Deo shrugged. “I lost them several years ago. There was a riot in Athens.” He’d told Mercy about the loss of his family. She knew he still carried that pain with him, despite his casual attitude. She could feel his sadness, even if he never spoke of it. “Mercy is the first real family I’ve had in a long time.”
“I’d been alone for several days by the time I found him,” she told them. “I couldn’t stand it. At first we just talked. Then he kissed me and… he realized something was different about me. But there was the blood lust, as Ramsey has explained to me. I didn’t mean to do it. I didn’t mean to,” she said fiercely, tears scalding her eyes. “It just happened, I swear it. I didn’t have the strength to stop.”
“You’d been taught nothing by Gaius,” Aleron said, and she could detect the restrained rage beneath his calm tone—rage that was clearly aimed at Gaius, not her. “This is why we require that a new vampire wait ten years before Turning another, so that you can act as teacher as well as lover and companion. But you’re here now. We’ll teach you both. And when we find this Gaius, he will be dealt with appropriately.”
She was suffused with gratitude. And beneath that was some strange sense of dread that Gaius should be hurt if they found him. It didn’t make sense. He should be punished for what he’d done to her, she knew that, but she couldn’t shake some vague attachment to him.
Ever stood, taking her hand in his. His fingers were cool, yet she could feel his pulse beating just beneath his skin, his blood warm. “You must be overwhelmed, both of you. We have rooms set aside for you. My assistant Calam will take you there. Go. Rest.
Be together. I will come to you after a time.”
Deo stood and helped her to her feet. She felt as if she were completely out of her head. Could all of this really be happening? She’d existed in this state of disbelief for the last several months, but she and Deo had been too busy simply surviving to think it all through.
Now her life was about to change again, and while Ramsey, Aleron and Ever had tried to assure them that all would be well, she found it difficult to trust. And regardless of what they said, nothing could relieve her of her guilt.
She looked at the vampires, who had also risen to their feet, a sort of old-world gesture, but she loved it. Then Ever stepped forward and took her face in one hand, cupping her cheek. The other he laid on Deo’s shoulder. He looked into her eyes, his that bottomless black that would be frightening if there wasn’t so much sadness in them. Her heart surged—for Ever. For herself and Deo and everything that had happened.
“We will not let anyone hurt you, either of you,” Ever told her. “I promise you that. We will see that your family is protected, Mercy, in case this Gaius still lurks there.
Ramsey has already sent someone to watch over them.”
“Oh!” It came out on a small sob. “I didn’t dare to hope… I know I’ll never see them again. I’m learning to accept that, but I’ve worried. I don’t know what they must think about my disappearance, but I couldn’t go back to them—not this way. They would be horrified.”
“That is something you can decide later. But I don’t want you to worry any longer, do you understand? We will help you, take care of you. And you have a strong protector in Deo. I can see that.”
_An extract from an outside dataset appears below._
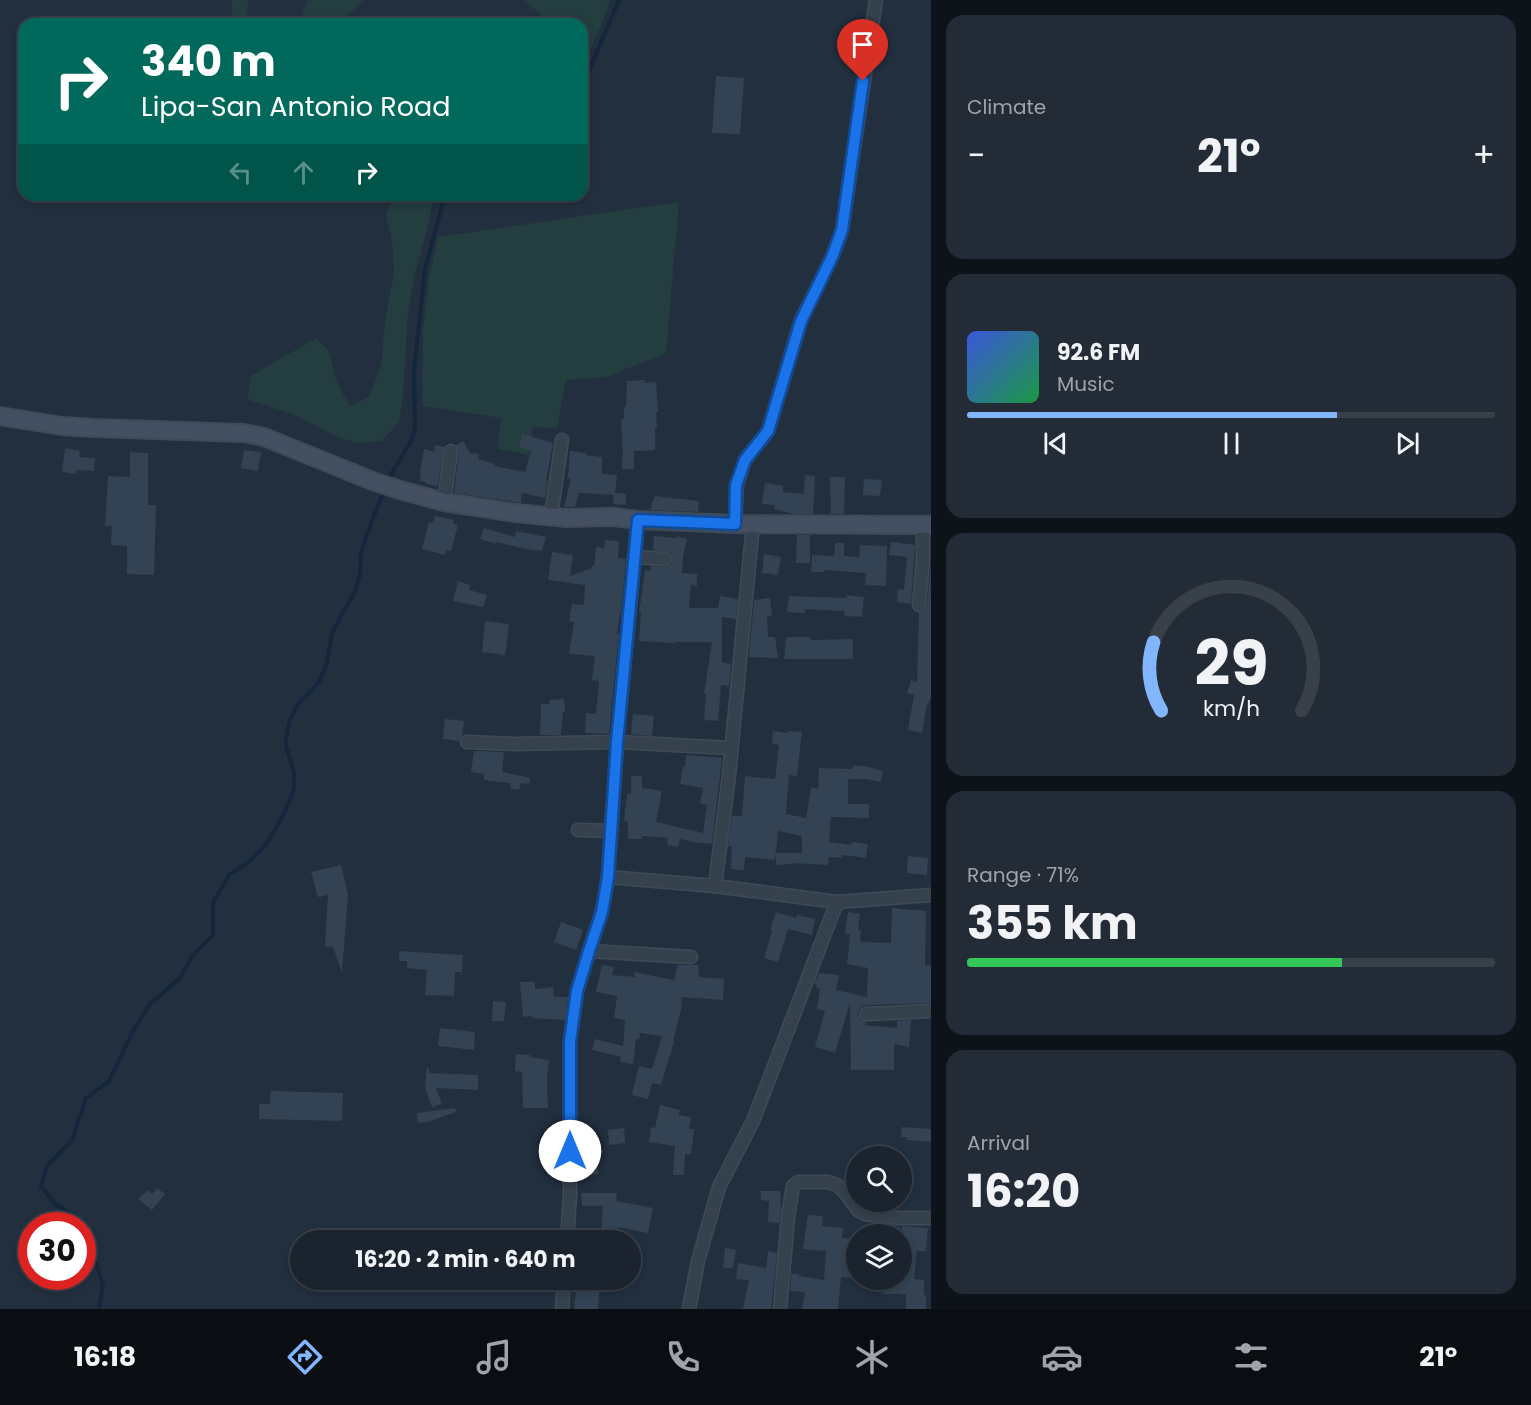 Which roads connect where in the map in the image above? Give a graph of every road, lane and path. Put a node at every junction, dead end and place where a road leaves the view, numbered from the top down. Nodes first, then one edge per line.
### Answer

“I would do anything for her,” Deo said, his tone low, but there was power in it.
Ever turned to him. “Yes, I think you would.”
He lifted Mercy’s hand, kissed the back of it, and need coursed through her, strong and hot. And as he lifted Deo’s hand and brushed his lips over his wrist, an even stronger surge of desire passed through her.
She had an image in her mind of them together, Deo and Ever, the old vampire’s plush lips coming down on Deo’s. Their beautiful, naked bodies pressed together. When she shook the image away and glanced up at Ever, she knew he’d read her thoughts, knew from his small, wicked smile that he’d seen it all, and felt the reverberating desire in her body.
“I will come to you both a little later,” he said, his black eyes glittering, his smile widening just enough to reveal his sharp eyeteeth. “Ah, Calam is here.” He turned. “Please see our new guests to their rooms.”
“Aye,” the muscled redhead said. He was beautiful, as was everyone here. She could smell his humanity as though it were an exotic perfume, smelled the human blood in his veins. “Come this way, please.”
Deo slipped an arm around her waist as they followed Calam from the room. Her body, her mind, were buzzing. Everything was changing so quickly she couldn’t seem to focus on any of it.
Ever. Aleron and Ramsey. The council of vampires who were to arrive at the club soon. A new life she could barely begin to imagine. And all of it with Deo.
“Always,” he said quietly, his fingers squeezing hers as they moved toward the elegant elevator.
They stepped in. The doors slid shut and she held on to Deo as the elevator began to move down and down. She gripped his hand tighter and he pulled her in closer. She needed him, to feel the safety in his arms. To feel him. It was the only thing that made the fear go away.
Deo tucked a hand under her chin, looking into her eyes.
“Make it go away, Deo,” she begged him in a whisper.
“I promise,” he told her.
It was the one thing she knew she could count on.